A comissão especial da Câmara criada por Maia para discutir o tema realiza hoje a primeira audiência pública. Na lista de convidados, entretanto, não há representantes do governo, apesar de o requerimento aprovado prever a participação de representantes dos Ministérios da Cidadania e da Economia.
Entre as mudanças propostas pelos parlamentares estão tornar o Bolsa Família uma política de Estado, elevar as linhas de pobreza e de extrema pobreza para que mais pessoas sejam atendidas, e aumentar o valor dos benefícios. O impacto nas contas públicas previsto com as mudanças é de R$ 9 bilhões. O programa hoje atende a 13,5 milhões de famílias e tem orçamento total de R$ 30 bilhões.
"Na reformulação do Bolsa Família, o mais importante é transformá-lo em política pública de Estado.

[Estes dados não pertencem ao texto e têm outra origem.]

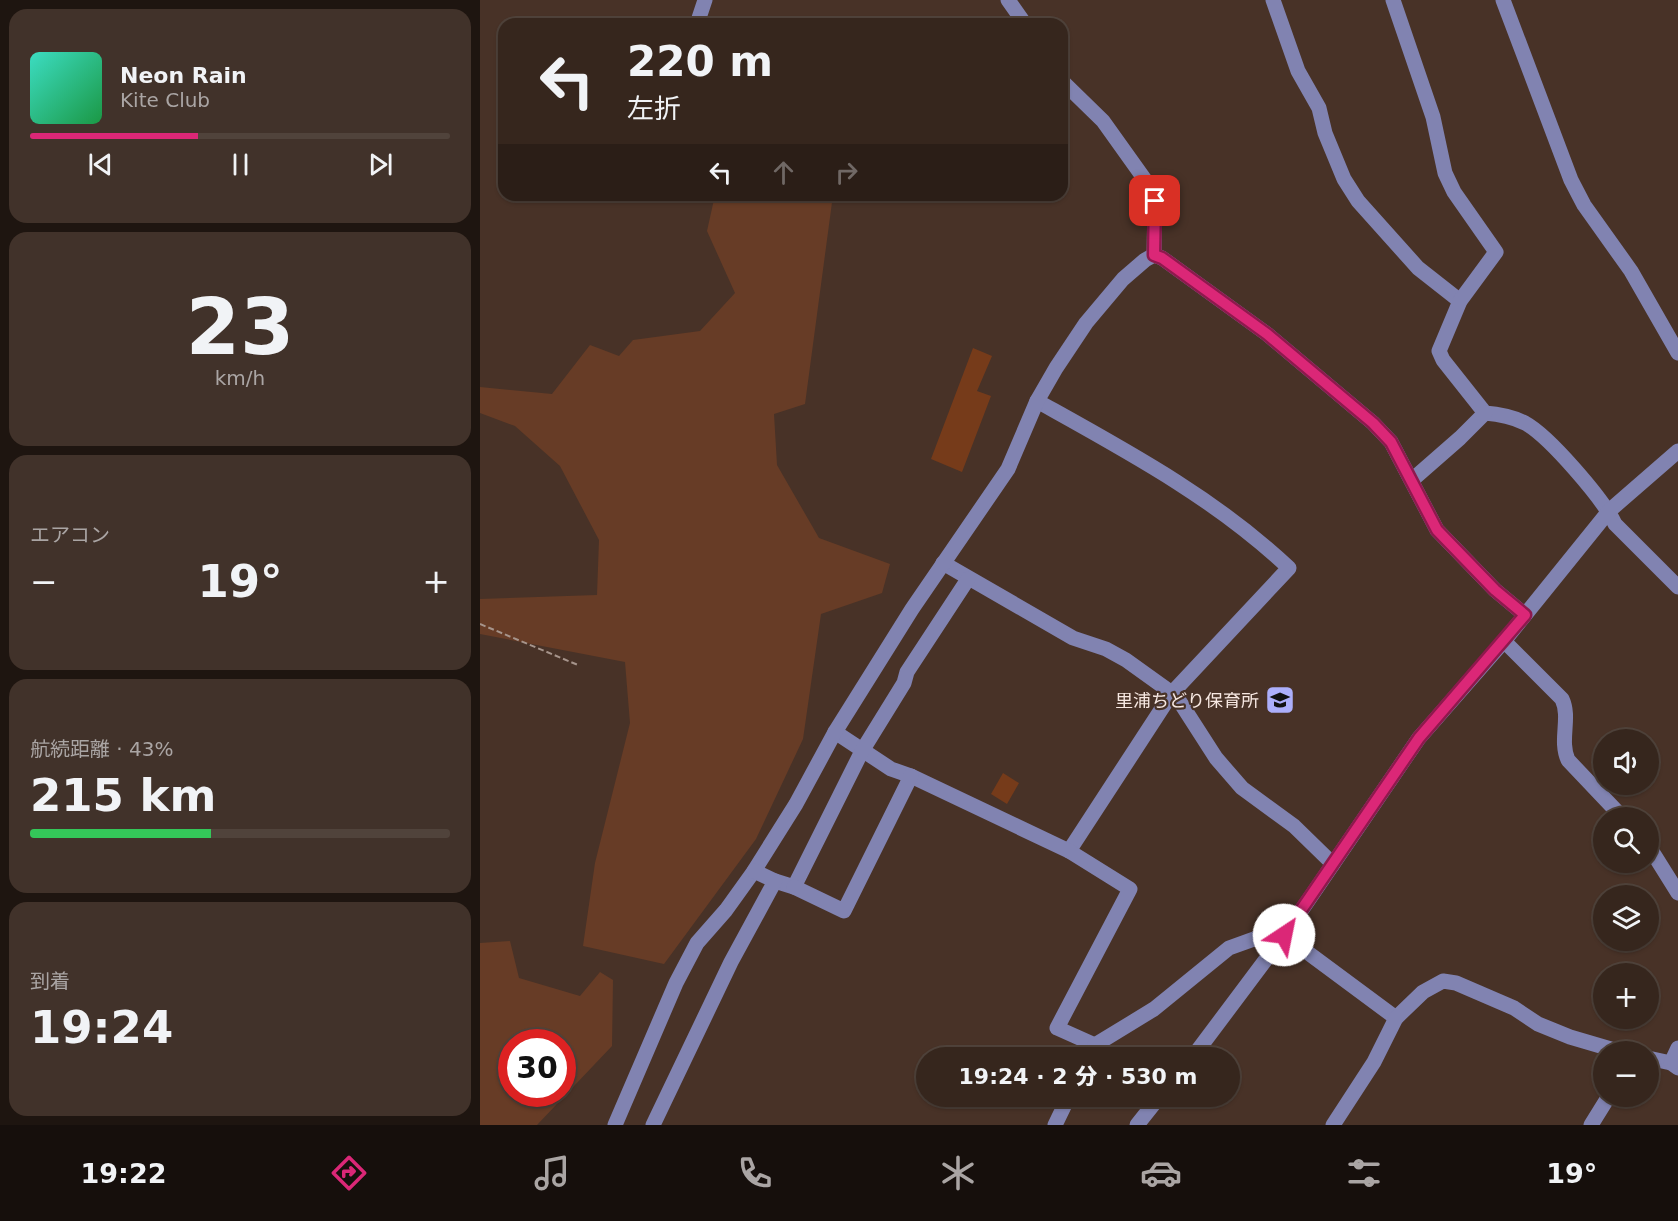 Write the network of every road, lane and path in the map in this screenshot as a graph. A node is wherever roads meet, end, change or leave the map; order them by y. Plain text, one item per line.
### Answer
1 (705, 0) edge
2 (1008, 0) edge
3 (1274, 0) edge
4 (1393, 0) edge
5 (1503, 0) edge
6 (699, 18) edge
7 (1021, 18) edge
8 (1068, 87) edge
9 (1154, 255) junction
10 (1460, 301) junction
11 (1678, 353) edge
12 (1037, 401) junction
13 (1485, 412) junction
14 (1678, 451) edge
15 (1412, 480) junction
16 (1610, 511) junction
17 (943, 563) junction
18 (968, 579) junction
19 (1678, 587) edge
20 (1525, 615) junction
21 (480, 624) edge
22 (1504, 641) junction
23 (578, 665) dead end
24 (1172, 693) junction
25 (835, 732) junction
26 (862, 751) junction
27 (911, 776) junction
28 (1613, 807) edge
29 (1069, 850) junction
30 (1659, 863) edge
31 (1333, 864) junction
32 (754, 871) junction
33 (775, 881) junction
34 (794, 887) junction
35 (1678, 893) edge
36 (1286, 933) junction
37 (1396, 1018) junction
38 (1593, 1044) edge
39 (1086, 1047) edge
40 (1098, 1047) edge
41 (1200, 1047) edge
42 (1678, 1048) edge
43 (1659, 1061) edge
44 (1674, 1066) edge
45 (1064, 1107) edge
46 (1151, 1107) edge
47 (1602, 1107) edge
48 (1337, 1124) edge
49 (615, 1125) edge
50 (653, 1125) edge
51 (1055, 1125) edge
52 (1137, 1125) edge
53 (1591, 1125) edge

1 - 6 street
2 - 7 street
3 - 10 street
4 - 10 street
5 - 11 street
8 - 9 street
9 - 12 street
9 - 15 street
10 - 13 street
12 - 17 street
12 - 24 street
13 - 15 street
13 - 16 street
14 - 16 street
15 - 20 street
16 - 19 street
16 - 20 street
17 - 18 street
17 - 25 street
18 - 24 street
18 - 26 street
20 - 22 street
21 - 23 path
22 - 28 street
22 - 31 street
24 - 29 street
24 - 31 street
25 - 26 street
25 - 32 street
26 - 27 street
26 - 34 street
27 - 29 street
27 - 34 street
29 - 39 street
30 - 35 street
31 - 36 street
32 - 33 street
32 - 49 street
33 - 34 street
33 - 50 street
36 - 37 street
36 - 40 street
36 - 41 street
37 - 38 street
37 - 48 street
42 - 44 street
43 - 44 street
45 - 51 street
46 - 52 street
47 - 53 street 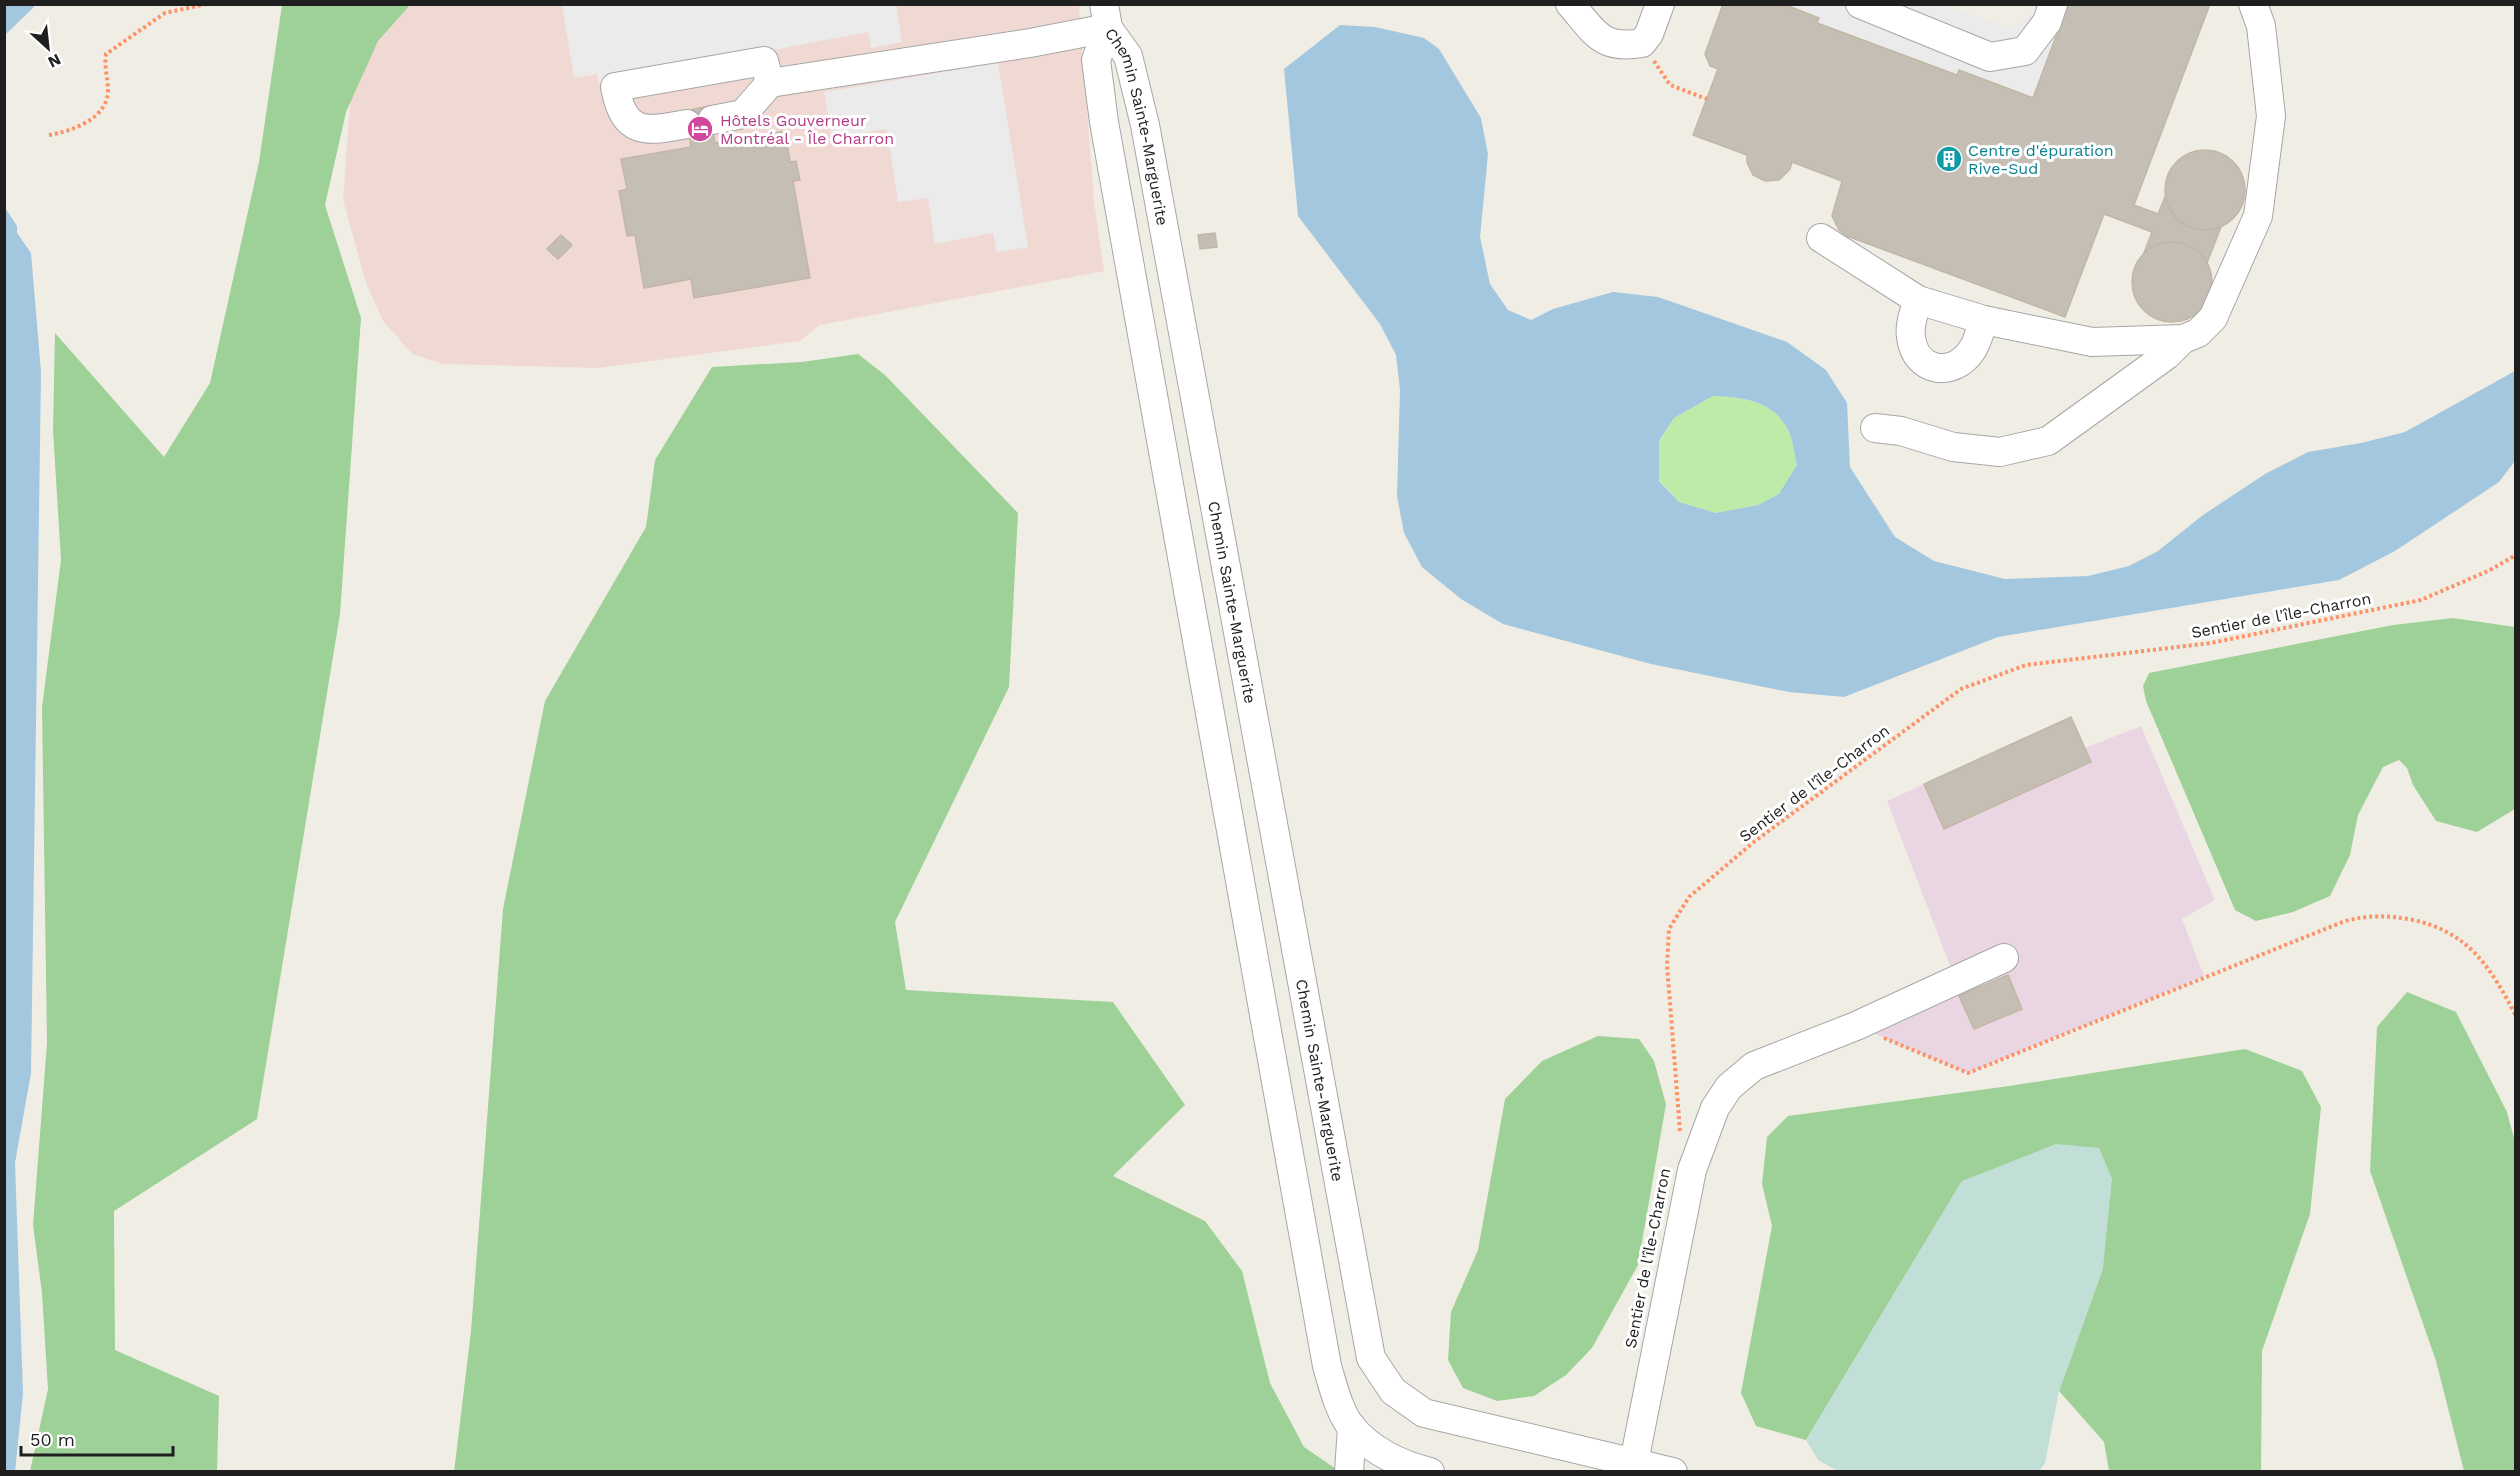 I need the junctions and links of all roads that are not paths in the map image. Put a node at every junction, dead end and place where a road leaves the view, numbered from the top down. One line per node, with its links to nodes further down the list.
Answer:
1 (1570, 4): 2 (lane)
2 (1660, 4)
3 (1860, 4): 4 (lane)
4 (2053, 4)
5 (2253, 4): 11 (lane)
6 (1106, 16): 7 (lane); 14 (lane, Chemin Sainte-Marguerite); 15 (lane, Chemin Sainte-Marguerite)
7 (770, 83): 7 (lane)
8 (1821, 238): 9 (lane)
9 (1918, 300): 10 (lane); 10 (lane)
10 (1984, 320): 11 (lane)
11 (2183, 339): 12 (lane)
12 (1875, 428)
13 (2004, 958): 15 (lane)
14 (1352, 1427): 16 (lane); 17 (lane, Chemin Sainte-Marguerite)
15 (1633, 1468): 18 (lane, Chemin Sainte-Marguerite)
16 (1349, 1472)
17 (1430, 1472)
18 (1673, 1472)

É para que cada governo que entra não o modifique, para não ficar a bel prazer da ideologia de cada governante que entra", afirmou a presidente da comissão especial, deputada Flávia Arruda (PL-DF).
Por parte do governo, como antecipado pelo Estado em janeiro, a reestruturação do programa prevê aumentar a renda de 10 milhões de beneficiários mais pobres que já fazem parte do programa social – o custo seria de cerca de R$ 7 bilhões. Entre as alterações anunciadas na época pelo então ministro da Cidadania Osmar Terra está a criação de um bônus para filhos de beneficiários com desempenho escolar acima da nota 7.
O aumento das linhas de pobreza e de extrema pobreza estão nos planos tanto do governo quanto do Legislativo, mas as propostas são diferentes. Enquanto o Planalto pretende definir como em situação de pobreza aqueles que recebem até R$ 200 per capita, o Congresso quer esticar esse teto para até R$ 250. Hoje, o limite é R$ 178. Ambos, no entanto, concordam em elevar de R$ 89 para R$ 100 o corte dos brasileiros em situação de pobreza.
Os dados mais atualizados do Bolsa Família mostram que ao menos 3,5 milhões de pessoas deveriam estar incluídas no programa porque, conforme os critérios atuais, estão em situação de extrema pobreza.
No dia 8 de janeiro, o ministro Onyx Lorenzoni, ainda na Casa Civil, entregou a Bolsonaro estudos sobre um novo Bolsa Família – no mês passado, o presidente substituiu Terra por Onyx no Ministério da Cidadania. Até o momento, porém, a Pasta não tem um texto final consolidado.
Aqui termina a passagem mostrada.